TASK DETAILS: Write out again the entries from the first line to the line that includes "I need the junctions", keeping both of those lines.

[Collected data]
▬▬▬▬▬▬▬▬▬▬
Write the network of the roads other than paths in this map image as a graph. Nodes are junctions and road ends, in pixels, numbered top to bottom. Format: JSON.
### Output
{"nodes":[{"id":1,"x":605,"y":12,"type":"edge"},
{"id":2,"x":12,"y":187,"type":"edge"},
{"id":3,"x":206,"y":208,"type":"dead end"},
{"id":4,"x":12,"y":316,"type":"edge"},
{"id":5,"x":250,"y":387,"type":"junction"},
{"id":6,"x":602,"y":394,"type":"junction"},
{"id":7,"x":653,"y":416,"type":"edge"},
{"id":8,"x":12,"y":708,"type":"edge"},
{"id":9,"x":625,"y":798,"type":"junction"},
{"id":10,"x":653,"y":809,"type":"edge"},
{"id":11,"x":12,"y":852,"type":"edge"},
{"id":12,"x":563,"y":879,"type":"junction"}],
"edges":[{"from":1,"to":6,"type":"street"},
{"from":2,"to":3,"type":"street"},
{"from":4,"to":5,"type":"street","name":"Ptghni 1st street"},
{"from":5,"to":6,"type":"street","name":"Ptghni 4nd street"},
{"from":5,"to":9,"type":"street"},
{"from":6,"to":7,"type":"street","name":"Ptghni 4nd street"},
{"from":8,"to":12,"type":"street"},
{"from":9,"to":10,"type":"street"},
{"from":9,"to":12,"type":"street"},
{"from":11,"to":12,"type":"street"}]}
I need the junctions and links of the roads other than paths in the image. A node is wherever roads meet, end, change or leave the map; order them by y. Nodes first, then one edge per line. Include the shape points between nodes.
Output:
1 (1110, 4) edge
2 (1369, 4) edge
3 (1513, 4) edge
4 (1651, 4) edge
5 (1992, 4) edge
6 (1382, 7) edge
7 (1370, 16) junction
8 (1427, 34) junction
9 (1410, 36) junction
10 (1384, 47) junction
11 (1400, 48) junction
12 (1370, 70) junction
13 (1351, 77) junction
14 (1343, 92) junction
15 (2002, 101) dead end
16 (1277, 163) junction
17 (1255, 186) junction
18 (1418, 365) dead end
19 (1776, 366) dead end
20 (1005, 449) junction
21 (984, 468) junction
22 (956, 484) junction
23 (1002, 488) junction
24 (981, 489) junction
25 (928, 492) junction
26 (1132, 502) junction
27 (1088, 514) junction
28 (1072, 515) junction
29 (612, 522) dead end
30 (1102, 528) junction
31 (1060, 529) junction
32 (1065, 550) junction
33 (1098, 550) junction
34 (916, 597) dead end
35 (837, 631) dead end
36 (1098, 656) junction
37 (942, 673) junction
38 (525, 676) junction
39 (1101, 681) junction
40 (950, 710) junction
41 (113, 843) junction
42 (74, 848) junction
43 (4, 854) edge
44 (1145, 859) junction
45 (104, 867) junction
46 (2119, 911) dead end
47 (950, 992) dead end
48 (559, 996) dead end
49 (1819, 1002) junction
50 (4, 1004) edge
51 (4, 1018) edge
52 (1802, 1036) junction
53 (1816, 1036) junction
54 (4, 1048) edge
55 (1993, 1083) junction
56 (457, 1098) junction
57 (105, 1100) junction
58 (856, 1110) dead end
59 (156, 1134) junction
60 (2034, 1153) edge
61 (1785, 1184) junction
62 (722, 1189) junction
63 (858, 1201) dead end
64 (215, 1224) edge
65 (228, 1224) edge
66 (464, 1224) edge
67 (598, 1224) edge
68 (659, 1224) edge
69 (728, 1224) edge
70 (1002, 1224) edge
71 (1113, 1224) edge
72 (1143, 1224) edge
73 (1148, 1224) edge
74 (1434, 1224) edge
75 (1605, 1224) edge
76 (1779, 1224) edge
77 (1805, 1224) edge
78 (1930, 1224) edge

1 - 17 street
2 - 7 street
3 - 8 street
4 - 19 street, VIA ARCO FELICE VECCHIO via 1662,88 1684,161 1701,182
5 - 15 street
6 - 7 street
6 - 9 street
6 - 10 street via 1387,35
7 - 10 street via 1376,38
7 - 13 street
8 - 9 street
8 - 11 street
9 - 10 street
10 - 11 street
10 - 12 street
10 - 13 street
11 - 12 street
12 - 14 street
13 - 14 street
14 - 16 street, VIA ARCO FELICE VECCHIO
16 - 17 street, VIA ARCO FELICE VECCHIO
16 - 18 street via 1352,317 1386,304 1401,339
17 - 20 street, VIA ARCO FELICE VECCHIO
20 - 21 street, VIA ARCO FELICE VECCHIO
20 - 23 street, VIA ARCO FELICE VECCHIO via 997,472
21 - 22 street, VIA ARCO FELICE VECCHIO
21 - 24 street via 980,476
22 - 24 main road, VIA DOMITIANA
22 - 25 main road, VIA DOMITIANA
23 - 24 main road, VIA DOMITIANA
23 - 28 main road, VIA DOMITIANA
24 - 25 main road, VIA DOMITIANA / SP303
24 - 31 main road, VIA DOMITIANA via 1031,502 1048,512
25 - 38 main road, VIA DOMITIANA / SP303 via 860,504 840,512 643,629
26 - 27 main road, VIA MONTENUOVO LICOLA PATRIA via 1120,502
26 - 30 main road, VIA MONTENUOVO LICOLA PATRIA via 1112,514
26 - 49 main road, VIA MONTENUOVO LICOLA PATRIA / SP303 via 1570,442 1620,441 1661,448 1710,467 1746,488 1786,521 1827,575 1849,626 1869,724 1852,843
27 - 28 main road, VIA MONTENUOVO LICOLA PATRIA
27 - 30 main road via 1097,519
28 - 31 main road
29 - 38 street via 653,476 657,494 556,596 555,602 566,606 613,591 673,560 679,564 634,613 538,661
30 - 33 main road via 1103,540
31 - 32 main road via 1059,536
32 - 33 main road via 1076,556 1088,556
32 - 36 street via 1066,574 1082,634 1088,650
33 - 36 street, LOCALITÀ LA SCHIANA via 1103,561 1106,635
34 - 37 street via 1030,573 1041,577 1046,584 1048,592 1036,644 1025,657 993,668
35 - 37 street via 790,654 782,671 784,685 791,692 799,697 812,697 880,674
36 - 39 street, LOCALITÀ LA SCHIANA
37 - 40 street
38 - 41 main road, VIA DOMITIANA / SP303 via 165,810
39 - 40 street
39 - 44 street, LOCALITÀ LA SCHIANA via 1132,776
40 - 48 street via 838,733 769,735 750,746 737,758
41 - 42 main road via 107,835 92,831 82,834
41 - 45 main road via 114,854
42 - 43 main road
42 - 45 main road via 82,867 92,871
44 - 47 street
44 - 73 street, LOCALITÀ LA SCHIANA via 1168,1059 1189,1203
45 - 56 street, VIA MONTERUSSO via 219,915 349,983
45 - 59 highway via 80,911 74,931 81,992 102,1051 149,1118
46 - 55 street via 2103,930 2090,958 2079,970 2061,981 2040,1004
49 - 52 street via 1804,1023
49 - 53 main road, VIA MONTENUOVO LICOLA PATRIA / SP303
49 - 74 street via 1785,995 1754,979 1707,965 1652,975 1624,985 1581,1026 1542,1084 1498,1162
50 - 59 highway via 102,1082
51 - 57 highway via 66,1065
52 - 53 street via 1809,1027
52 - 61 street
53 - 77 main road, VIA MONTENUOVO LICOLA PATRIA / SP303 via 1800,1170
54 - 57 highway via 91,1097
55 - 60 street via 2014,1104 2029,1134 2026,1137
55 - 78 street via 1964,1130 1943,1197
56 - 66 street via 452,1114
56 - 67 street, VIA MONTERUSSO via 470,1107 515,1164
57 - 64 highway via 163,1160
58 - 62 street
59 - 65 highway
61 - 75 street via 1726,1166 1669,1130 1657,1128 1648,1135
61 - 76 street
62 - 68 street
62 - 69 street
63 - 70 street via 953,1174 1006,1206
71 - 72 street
▬▬▬▬▬▬▬▬▬▬
EXPECTED OUTPUT:
Write the network of the roads other than paths in this map image as a graph. Nodes are junctions and road ends, in pixels, numbered top to bottom. Format: JSON.
### Output
{"nodes":[{"id":1,"x":605,"y":12,"type":"edge"},
{"id":2,"x":12,"y":187,"type":"edge"},
{"id":3,"x":206,"y":208,"type":"dead end"},
{"id":4,"x":12,"y":316,"type":"edge"},
{"id":5,"x":250,"y":387,"type":"junction"},
{"id":6,"x":602,"y":394,"type":"junction"},
{"id":7,"x":653,"y":416,"type":"edge"},
{"id":8,"x":12,"y":708,"type":"edge"},
{"id":9,"x":625,"y":798,"type":"junction"},
{"id":10,"x":653,"y":809,"type":"edge"},
{"id":11,"x":12,"y":852,"type":"edge"},
{"id":12,"x":563,"y":879,"type":"junction"}],
"edges":[{"from":1,"to":6,"type":"street"},
{"from":2,"to":3,"type":"street"},
{"from":4,"to":5,"type":"street","name":"Ptghni 1st street"},
{"from":5,"to":6,"type":"street","name":"Ptghni 4nd street"},
{"from":5,"to":9,"type":"street"},
{"from":6,"to":7,"type":"street","name":"Ptghni 4nd street"},
{"from":8,"to":12,"type":"street"},
{"from":9,"to":10,"type":"street"},
{"from":9,"to":12,"type":"street"},
{"from":11,"to":12,"type":"street"}]}
I need the junctions and links of the roads other than paths in the image. A node is wherever roads meet, end, change or leave the map; order them by y. Nodes first, then one edge per line. Include the shape points between nodes.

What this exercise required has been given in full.